Zu berücksichtigen hierbei ist außerdem, dass diese Regelung für den Vertragsarzt die Verordnungs-sicherheit erhöht und er sich nicht im Nachgang gegenüber den Krankenkassen in Wirtschaftlichkeits-prüfungen dafür rechtfertigen muss, entsprechende Präparate verordnet zu haben. Diese – im Falle des Wegfalls des Genehmigungsvorbehaltes – fehlende Verordnungssicherheit kann in der Praxis dazu führen, dass die Ziele der Gesetzgebungsvorschläge, mehr und leichtere Verordnungen von medizinischem Cannabis zu ermöglichen, nicht erreicht werden bzw. entsprechende Verordnungen sogar zurückgehen können.

Natürlich sollte über den Genehmigungsvorbehalt der Krankenkassen die Behandlung eines Patienten nicht unnötig verzögert oder behindert werden. So ist die Forderung nachvollziehbar, dass beispielsweise bei einem – zur optimalen Einstellung des Patienten erforderlichen – Wechsel von einer Cannabissorte zu einer anderen keine erneute Genehmigung durch die Krankenkasse erforderlich ist. Die Bundesregierung hat hier jedoch bereits entsprechende Maßnahmen vorgesehen. Im Entwurf eines Gesetzes für mehr Sicherheit in der Arzneimittelversorgung (GSAV) sind entsprechende Klarstellungen und auch Neuregelungen zur besseren Versorgung der betroffenen Patienten enthalten. Danach ist im Falle einer als notwendig erachteten Anpassung der Dosierung oder eines Wechsels innerhalb verschiedener getrockneter Cannabisblüten beziehungsweise innerhalb verschiedener Cannabisextrakte in jeweils standardisierter Qualität eine erneute Genehmigung der Verordnung nicht mehr notwendig, wodurch auch eine bürokratische Entlastung des Vertragsarztes erfolgt.

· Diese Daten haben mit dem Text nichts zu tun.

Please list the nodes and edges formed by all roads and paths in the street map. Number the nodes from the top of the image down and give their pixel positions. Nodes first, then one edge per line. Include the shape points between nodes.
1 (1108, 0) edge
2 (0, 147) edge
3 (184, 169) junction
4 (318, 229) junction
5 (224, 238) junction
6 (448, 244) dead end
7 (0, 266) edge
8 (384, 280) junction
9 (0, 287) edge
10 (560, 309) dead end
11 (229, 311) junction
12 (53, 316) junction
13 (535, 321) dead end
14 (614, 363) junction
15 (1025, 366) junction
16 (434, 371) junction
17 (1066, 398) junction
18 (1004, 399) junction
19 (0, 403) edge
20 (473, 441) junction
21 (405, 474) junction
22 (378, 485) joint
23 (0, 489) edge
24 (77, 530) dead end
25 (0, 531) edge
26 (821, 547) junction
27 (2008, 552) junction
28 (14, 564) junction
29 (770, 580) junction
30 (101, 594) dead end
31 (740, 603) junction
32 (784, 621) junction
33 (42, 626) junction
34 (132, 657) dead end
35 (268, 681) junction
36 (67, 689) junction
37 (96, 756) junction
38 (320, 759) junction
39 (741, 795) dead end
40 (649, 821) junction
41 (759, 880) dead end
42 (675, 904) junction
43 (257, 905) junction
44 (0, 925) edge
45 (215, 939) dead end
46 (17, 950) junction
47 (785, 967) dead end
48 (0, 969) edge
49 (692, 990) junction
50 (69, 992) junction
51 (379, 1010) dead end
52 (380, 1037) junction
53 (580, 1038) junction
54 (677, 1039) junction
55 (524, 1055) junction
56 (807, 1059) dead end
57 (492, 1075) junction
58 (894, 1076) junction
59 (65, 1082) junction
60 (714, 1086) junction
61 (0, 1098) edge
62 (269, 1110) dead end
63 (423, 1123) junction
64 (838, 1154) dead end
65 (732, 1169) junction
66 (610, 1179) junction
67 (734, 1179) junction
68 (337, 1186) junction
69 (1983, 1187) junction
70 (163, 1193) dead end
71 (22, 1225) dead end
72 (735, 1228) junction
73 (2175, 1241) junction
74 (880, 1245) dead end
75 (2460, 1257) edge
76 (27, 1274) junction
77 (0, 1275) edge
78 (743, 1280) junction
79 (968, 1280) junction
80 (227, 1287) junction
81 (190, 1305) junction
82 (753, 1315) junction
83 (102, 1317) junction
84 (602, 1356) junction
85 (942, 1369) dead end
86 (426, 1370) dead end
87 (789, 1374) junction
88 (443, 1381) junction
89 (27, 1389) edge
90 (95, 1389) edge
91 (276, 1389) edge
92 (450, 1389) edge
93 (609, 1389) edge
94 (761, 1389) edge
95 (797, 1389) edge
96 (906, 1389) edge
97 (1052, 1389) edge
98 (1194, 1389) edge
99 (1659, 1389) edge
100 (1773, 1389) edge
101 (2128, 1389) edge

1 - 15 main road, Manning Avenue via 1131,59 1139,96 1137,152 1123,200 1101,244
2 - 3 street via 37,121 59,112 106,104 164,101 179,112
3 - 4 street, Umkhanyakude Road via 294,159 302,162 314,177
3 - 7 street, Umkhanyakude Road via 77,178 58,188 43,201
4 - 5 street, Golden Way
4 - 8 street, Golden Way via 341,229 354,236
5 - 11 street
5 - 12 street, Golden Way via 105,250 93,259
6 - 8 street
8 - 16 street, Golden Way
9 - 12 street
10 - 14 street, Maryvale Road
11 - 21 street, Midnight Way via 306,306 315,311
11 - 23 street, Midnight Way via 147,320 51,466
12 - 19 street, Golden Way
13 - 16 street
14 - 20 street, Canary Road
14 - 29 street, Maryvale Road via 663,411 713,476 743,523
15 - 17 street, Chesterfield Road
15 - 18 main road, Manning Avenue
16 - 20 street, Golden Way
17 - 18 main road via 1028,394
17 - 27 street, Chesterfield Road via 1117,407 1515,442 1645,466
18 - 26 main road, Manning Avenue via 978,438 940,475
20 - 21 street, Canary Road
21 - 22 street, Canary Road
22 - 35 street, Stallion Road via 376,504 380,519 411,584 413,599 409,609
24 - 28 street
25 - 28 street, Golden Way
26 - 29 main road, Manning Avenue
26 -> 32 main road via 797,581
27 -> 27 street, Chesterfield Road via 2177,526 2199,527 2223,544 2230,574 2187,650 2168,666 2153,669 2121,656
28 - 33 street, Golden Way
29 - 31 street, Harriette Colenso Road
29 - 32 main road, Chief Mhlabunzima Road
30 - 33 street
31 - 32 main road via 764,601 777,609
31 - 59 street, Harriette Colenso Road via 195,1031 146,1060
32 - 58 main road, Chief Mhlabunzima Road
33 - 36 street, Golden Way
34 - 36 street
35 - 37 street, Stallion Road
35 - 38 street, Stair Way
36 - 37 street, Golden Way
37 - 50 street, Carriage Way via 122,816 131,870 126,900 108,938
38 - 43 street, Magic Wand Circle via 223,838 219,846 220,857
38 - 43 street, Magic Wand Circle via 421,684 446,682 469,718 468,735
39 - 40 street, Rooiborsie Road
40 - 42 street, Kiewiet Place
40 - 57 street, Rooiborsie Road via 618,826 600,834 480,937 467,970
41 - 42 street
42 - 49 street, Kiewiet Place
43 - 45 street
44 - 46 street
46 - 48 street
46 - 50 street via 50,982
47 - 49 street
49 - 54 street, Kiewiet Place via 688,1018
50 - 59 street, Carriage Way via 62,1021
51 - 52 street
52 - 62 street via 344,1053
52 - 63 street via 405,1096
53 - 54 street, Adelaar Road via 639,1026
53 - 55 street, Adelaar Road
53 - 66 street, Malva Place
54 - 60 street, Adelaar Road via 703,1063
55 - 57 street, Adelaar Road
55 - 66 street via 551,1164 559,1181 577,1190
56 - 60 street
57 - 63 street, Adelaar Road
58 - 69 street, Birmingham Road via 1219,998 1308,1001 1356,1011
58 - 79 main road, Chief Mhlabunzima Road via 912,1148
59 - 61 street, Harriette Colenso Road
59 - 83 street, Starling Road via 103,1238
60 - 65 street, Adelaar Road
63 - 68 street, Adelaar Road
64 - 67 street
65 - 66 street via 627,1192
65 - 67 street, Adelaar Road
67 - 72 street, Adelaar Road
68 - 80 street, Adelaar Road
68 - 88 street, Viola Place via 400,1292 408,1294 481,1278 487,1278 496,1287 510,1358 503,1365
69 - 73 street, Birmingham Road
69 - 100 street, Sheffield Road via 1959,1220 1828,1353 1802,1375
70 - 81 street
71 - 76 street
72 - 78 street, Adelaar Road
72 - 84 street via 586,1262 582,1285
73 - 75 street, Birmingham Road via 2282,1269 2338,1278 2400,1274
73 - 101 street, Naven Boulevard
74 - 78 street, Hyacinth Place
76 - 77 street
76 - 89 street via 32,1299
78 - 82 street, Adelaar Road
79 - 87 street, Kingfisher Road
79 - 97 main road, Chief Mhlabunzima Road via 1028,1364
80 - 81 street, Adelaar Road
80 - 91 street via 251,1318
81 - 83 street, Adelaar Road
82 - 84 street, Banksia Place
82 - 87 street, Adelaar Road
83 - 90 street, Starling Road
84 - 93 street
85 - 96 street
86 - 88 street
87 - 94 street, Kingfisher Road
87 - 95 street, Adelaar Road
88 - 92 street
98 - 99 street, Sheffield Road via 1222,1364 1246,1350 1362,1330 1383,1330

Zusätzlich wird auch die Versorgung von Patienten nach einem stationärem Aufenthalt verbessert. Hier ist im Entwurf zum GSAV vorgesehen, dass der Genehmigungsvorbehalt der Krankenkassen für entsprechende Verordnungen weiter bestehen bleibt, aber die Frist zur Genehmigung im Sinne der Patienten auf drei Tage verkürzt und an die bei der Versorgung im Rahmen der spezialisierten ambulanten Palliativversorgung (SAPV) angepasst wird.

Insofen sieht die KBV keine Notwendigkeit, den Genehmigungsvorbehalt der Krankenkassen vor einer Behandlung mit Cannabis-Präparaten aus § 31 Abs. 6 SGB V zu streichen und befürchtet bei einer solchen Regelung sogar eher eine Verschlechterung der bisherigen Versorgungssituation. Insbesondere auch vor dem Hintergrund, dass sich das Antragsverfahren – nach einigen Anlaufschwierigkeiten – mittlerweile eingespielt hat.